Uncovering corporate malfeasance at “perhaps the world’s best-known agricultural powerhouse.”
Former Reuters senior correspondent Gillam shows how Monsanto has suppressed indications that its popular weed killer Roundup, “the most widely used herbicide in the world,” has been found to trigger endocrine disruptions “linked to some cancers, birth defects, and developmental problems in children.” Two decades ago, the author was covering finance and real estate when she was switched to the agriculture beat. She admits to being disappointed at first, even though the choices farmers make amount to “billions of dollars in combined sales of seeds and herbicide” for corporations like Monsanto, which also markets genetically modified seeds able to withstand glyphosate, the major chemical component in Roundup. In the author’s well-informed opinion, Monsanto has hit upon a brilliant marketing strategy in showing how farmers can kill weeds without endangering the survival of their genetically modified crops. The widespread use of Roundup on farms, golf courses, and lawns reaches into every corner of our lives, and this is reflected in Monsanto’s balance sheet.

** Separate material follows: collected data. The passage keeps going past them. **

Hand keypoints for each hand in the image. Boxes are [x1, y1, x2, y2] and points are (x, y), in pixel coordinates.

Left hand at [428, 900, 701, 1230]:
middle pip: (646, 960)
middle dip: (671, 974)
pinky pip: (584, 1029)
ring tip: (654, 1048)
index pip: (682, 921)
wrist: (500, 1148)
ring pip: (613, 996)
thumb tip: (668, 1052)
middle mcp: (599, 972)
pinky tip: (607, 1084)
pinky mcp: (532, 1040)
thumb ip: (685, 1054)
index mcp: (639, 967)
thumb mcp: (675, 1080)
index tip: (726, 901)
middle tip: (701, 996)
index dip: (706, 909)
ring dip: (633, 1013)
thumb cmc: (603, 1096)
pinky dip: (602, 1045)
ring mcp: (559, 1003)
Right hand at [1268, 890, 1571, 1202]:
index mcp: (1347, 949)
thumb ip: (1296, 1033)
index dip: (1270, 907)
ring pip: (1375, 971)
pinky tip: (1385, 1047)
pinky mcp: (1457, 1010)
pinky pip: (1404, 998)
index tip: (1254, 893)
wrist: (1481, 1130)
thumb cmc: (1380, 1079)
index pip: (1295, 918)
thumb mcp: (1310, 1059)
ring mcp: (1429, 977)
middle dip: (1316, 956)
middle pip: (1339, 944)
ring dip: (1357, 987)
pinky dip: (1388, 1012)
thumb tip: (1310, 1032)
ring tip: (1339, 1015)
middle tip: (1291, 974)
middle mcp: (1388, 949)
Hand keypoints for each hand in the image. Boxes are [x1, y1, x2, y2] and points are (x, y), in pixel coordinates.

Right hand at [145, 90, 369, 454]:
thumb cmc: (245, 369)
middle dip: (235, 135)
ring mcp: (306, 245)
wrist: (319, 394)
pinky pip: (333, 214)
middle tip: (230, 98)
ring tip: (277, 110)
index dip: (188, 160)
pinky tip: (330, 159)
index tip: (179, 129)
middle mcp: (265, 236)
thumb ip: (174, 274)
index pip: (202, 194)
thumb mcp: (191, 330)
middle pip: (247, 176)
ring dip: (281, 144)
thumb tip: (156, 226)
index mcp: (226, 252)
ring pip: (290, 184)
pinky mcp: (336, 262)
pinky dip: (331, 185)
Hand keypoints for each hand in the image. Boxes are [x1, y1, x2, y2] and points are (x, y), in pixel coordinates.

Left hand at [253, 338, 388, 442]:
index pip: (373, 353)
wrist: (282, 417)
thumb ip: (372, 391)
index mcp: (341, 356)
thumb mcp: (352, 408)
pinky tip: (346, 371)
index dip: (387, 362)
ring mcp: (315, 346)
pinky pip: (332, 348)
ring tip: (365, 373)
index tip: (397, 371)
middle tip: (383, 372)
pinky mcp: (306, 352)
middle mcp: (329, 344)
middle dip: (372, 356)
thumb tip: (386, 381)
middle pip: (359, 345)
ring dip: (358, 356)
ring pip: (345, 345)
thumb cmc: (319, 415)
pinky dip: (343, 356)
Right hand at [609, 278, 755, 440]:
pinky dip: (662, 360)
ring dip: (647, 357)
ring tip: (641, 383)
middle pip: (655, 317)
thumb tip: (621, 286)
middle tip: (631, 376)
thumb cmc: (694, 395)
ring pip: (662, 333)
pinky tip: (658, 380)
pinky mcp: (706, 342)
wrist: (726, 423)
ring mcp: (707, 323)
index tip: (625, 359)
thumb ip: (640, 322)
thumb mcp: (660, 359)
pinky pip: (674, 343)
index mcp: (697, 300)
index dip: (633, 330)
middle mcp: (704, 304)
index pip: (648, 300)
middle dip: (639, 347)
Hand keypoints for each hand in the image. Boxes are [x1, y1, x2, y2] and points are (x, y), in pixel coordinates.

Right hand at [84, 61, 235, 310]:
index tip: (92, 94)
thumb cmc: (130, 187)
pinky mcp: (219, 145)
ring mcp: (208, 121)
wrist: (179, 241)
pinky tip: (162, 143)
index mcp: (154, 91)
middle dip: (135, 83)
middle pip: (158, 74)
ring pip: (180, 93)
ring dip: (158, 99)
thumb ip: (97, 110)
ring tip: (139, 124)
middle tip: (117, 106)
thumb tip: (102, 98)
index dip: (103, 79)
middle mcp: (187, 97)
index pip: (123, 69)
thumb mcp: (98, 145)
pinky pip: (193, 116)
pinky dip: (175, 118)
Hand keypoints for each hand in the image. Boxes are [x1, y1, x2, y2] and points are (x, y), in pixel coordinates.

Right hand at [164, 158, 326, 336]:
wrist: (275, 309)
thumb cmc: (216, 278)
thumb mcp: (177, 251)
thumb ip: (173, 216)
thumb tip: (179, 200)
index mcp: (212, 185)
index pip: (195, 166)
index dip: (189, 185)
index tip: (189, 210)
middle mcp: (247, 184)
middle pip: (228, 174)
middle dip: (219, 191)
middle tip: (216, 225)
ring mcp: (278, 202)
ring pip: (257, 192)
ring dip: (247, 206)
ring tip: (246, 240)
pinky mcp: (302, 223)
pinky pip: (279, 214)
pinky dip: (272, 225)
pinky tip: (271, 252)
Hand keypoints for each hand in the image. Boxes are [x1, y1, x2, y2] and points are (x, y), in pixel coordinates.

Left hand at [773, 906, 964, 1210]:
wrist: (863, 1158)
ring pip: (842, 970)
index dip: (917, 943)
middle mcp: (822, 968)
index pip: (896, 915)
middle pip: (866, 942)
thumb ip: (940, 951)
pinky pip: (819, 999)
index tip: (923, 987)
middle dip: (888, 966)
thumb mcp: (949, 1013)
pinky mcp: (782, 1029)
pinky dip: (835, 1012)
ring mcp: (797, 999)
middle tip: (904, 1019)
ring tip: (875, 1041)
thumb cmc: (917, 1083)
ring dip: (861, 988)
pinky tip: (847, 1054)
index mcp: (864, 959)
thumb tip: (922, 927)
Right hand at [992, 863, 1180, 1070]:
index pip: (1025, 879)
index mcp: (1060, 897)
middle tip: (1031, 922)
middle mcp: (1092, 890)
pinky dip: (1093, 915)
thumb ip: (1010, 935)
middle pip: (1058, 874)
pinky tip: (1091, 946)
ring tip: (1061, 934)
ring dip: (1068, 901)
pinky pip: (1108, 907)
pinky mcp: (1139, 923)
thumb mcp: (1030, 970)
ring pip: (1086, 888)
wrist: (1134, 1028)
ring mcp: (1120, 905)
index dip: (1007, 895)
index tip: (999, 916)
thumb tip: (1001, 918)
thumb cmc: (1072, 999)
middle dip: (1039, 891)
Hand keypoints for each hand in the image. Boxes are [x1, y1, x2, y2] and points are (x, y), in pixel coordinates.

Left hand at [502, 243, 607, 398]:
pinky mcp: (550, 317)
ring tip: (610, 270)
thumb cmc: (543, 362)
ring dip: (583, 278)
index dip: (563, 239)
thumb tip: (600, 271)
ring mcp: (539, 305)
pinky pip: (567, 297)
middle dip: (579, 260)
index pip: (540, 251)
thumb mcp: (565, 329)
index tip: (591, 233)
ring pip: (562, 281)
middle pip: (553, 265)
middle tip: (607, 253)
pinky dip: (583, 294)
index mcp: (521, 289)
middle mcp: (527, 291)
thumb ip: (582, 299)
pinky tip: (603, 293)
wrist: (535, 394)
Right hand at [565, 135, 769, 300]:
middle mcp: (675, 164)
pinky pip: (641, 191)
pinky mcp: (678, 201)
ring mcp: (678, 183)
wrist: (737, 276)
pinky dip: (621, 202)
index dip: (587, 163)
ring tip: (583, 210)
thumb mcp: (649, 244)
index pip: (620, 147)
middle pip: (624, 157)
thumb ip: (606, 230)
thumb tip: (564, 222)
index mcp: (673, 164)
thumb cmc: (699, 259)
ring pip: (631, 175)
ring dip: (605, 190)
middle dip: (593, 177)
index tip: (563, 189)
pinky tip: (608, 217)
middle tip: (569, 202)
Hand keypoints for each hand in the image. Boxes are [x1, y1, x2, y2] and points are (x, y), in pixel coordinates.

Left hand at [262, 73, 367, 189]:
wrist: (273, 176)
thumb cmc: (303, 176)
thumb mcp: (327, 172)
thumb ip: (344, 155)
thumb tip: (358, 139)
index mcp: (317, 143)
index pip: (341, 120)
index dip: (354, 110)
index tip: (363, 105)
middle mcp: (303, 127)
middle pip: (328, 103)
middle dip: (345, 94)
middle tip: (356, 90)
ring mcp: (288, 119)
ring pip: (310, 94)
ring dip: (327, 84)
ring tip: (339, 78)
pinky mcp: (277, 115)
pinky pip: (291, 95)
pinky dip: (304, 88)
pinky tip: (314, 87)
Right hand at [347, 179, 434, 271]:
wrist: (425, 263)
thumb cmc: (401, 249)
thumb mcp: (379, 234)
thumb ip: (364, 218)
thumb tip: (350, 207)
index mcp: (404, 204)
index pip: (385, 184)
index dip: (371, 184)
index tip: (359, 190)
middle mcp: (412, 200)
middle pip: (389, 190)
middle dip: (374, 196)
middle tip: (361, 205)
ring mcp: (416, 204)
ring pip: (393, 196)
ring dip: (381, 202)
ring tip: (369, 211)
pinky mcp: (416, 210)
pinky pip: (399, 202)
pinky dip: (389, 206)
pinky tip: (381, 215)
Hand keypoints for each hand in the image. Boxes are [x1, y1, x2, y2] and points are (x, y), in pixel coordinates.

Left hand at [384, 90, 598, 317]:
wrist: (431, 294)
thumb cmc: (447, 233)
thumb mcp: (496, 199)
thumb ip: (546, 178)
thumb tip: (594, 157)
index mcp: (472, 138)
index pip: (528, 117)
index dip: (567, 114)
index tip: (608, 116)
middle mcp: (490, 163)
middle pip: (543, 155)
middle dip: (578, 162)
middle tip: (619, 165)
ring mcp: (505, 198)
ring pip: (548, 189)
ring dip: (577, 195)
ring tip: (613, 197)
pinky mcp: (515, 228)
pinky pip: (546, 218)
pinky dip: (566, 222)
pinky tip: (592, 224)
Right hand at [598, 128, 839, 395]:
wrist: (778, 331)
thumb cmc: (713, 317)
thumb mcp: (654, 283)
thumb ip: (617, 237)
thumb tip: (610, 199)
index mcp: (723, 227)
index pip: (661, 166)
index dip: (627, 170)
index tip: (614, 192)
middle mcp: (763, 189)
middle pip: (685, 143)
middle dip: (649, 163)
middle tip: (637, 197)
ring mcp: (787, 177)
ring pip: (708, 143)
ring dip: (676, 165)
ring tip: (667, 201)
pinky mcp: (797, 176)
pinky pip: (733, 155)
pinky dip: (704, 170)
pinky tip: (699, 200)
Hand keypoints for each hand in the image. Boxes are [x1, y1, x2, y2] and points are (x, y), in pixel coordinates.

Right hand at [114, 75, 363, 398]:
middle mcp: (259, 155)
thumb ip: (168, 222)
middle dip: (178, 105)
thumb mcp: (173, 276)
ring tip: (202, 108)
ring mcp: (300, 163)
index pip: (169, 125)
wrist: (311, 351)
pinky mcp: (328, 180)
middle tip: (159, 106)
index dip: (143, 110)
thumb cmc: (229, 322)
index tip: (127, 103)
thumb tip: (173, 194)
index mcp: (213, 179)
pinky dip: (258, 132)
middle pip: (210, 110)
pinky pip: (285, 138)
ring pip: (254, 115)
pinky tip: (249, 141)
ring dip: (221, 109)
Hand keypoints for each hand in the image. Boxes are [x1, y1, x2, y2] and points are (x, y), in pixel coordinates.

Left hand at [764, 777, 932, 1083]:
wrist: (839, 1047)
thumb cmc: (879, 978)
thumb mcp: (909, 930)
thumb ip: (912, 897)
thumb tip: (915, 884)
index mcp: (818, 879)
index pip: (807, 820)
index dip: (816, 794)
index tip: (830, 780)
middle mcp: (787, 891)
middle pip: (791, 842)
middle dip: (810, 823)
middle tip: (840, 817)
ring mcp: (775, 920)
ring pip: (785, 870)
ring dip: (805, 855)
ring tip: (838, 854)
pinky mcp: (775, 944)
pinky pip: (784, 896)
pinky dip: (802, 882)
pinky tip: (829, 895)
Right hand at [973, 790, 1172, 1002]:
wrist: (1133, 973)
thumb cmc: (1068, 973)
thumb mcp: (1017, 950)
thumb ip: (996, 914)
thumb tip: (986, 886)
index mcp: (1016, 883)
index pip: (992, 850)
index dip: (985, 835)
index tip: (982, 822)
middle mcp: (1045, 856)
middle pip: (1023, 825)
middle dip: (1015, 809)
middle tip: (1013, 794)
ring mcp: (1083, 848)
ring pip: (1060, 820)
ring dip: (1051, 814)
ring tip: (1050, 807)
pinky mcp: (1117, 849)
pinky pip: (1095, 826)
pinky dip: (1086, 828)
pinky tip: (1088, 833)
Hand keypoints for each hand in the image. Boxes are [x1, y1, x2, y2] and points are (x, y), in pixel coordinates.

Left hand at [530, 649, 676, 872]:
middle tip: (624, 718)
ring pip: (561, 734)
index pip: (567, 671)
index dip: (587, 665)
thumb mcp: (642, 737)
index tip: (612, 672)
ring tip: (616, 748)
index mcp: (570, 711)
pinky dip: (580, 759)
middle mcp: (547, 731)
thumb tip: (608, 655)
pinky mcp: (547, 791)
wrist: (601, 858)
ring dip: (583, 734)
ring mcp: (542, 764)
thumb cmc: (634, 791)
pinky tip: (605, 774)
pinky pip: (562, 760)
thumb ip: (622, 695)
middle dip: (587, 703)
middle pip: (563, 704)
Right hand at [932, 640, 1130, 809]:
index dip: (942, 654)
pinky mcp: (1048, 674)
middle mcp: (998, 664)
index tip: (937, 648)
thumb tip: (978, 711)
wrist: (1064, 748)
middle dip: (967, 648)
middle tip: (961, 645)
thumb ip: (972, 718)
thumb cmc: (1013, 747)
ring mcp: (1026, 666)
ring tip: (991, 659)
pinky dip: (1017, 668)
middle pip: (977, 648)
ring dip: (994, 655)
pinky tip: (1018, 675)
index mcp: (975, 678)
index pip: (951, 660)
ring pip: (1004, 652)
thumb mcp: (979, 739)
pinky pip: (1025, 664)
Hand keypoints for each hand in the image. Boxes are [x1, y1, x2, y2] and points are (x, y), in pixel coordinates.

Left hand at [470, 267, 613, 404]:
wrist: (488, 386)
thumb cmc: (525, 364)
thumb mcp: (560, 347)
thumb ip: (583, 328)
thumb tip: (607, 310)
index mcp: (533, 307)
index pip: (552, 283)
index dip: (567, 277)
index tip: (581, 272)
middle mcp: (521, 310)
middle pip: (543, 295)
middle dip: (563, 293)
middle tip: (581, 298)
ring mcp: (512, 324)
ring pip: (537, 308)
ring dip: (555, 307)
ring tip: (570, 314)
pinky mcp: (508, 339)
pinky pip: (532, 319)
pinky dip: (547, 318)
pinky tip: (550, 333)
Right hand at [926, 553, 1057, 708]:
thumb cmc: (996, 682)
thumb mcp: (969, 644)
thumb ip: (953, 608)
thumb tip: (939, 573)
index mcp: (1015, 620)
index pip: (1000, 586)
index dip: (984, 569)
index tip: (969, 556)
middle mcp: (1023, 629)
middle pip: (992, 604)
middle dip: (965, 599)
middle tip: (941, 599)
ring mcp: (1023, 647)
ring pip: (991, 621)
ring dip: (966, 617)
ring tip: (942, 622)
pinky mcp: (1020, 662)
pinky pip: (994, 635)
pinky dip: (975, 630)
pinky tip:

However, as Gillam notes, the human health costs have yet to be determined. The Environmental Protection Agency has set the level of legally allowed residues higher than those considered acceptable in any other country, and it has failed to mandate across-the-board testing for residues on food. For example, tests of some “organic” honey revealed toxin levels five times the legal limit allowed by the European Union. As the author relates, some studies have concluded that the evidence of glyphosate’s toxicity is mixed regarding humans but definitive with animals. In this hard-hitting, eye-opening narrative, Gillam calls for widespread reform of the American regulatory system, which would mandate that the Department of Agriculture conduct routine tests of food products for glyphosate residues and release the results for public scrutiny.
A forceful argument for an agricultural regulatory environment that puts public interest above corporate profits.